*** TASK DATA Section Begins ***

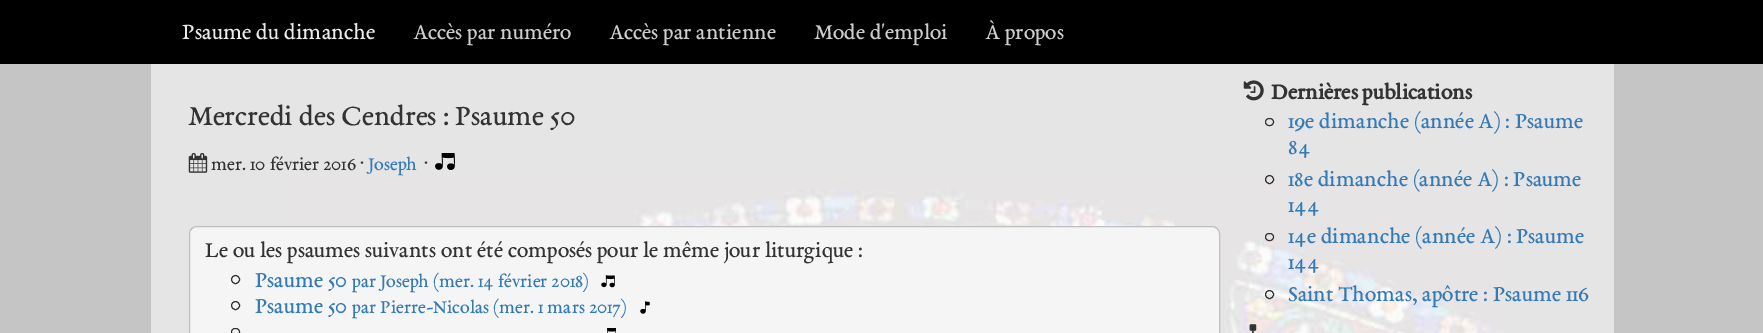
%!PS
<< /PageSize [1763 333] >> setpagedevice
/rgb { 3 { 255 div 3 1 roll } repeat setrgbcolor } def
/font { [ exch dup neg 0 0 3 -1 roll 0 0 ] selectfont } def
/text { moveto show } def
/circle { newpath 0 360 arc closepath } def
/roundrect { 5 dict begin { /r /h /w /y /x } { exch def } forall
  x r add y moveto x w add y 2 copy h add r arct x w add y h add x 1 index r arct
  x y h add x y r arct x y 2 copy exch w add exch r arct closepath end } def
/picture { 5 dict begin { /h /w /y /x /name } { exch def } forall
  gsave x y translate w h scale
  w h 8 [w 0 0 h 0 0] name (r) file false 3 colorimage grestore end } def
0 333 translate 1 -1 scale
4 setmiterlimit
197 197 197 rgb
0 0 1763 333 rectfill
230 229 229 rgb
151 64 1463 269 rectfill
(img_01.rgb) 284 180 1220 153 picture
0 0 0 rgb
0 0 1763 64 rectfill
(img_02.rgb) 188 153 20 20 picture
(img_03.rgb) 435 153 20 17 picture
245 245 245 rgb
189.5 226.5 1030 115 7.5 roundrect gsave fill grestore
191 191 191 rgb
stroke
51 51 51 rgb
235.5 279.5 4 circle stroke
(img_04.rgb) 601 275 14 13 picture
235.5 305.5 4 circle stroke
(img_05.rgb) 640 301 10 13 picture
231.5 328.5 8 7 3.5 roundrect stroke
(img_06.rgb) 607 328 9 5 picture
(img_07.rgb) 1243 80 21 21 picture
1265.5 118.5 8 7 3.5 roundrect stroke
1269.5 179.5 4 circle stroke
1265.5 233.5 8 7 3.5 roundrect stroke
1269.5 294.5 4 circle stroke
(img_08.rgb) 1249 324 8 9 picture
/EBGaramond-Regular 23.75 font
234 234 234 rgb
(Psaume du dimanche) 182 39 text
/EBGaramond-Regular 23.3 font
204 204 204 rgb
(Accès par numéro) 413 39 text
(Accès par antienne) 609 39 text
(Mode d'emploi) 814 39 text
(À propos) 985 39 text
/EBGaramond-Regular 30.3 font
51 51 51 rgb
(Mercredi des Cendres : Psaume 50) 188 125 text
/EBGaramond-Regular 19.8 font
(mer. 10 février 2016 ·) 211 170 text
51 122 183 rgb
(Joseph) 368 170 text
51 51 51 rgb
(·) 424 170 text
/EBGaramond-Regular 23.3 font
(Le ou les psaumes suivants ont été composés pour le même jour liturgique :) 205 257 text
51 122 183 rgb
(Psaume 50) 255 287 text
/EBGaramond-Regular 19.8 font
(par Joseph \(mer. 14 février 2018\)) 352 287 text
/EBGaramond-Regular 23.3 font
(Psaume 50) 255 313 text
/EBGaramond-Regular 19.8 font
(par Pierre-Nicolas \(mer. 1 mars 2017\)) 352 313 text
/EBGaramond-Bold 23.3 font
51 51 51 rgb
(Dernières publications) 1271 99 text
/EBGaramond-Regular 23.3 font
51 122 183 rgb
(19e dimanche \(année A\) : Psaume) 1288 128 text
(84) 1288 154 text
(18e dimanche \(année A\) : Psaume) 1288 186 text
(144) 1288 212 text
(14e dimanche \(année A\) : Psaume) 1288 243 text
(144) 1288 269 text
(Saint Thomas, apôtre : Psaume 116) 1288 301 text
showpage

*** TASK DATA Section Ends ***

In the data above, how many lines contain the string "dict"? Answer with the number only.

RESULT OF THIS EXERCISE:
2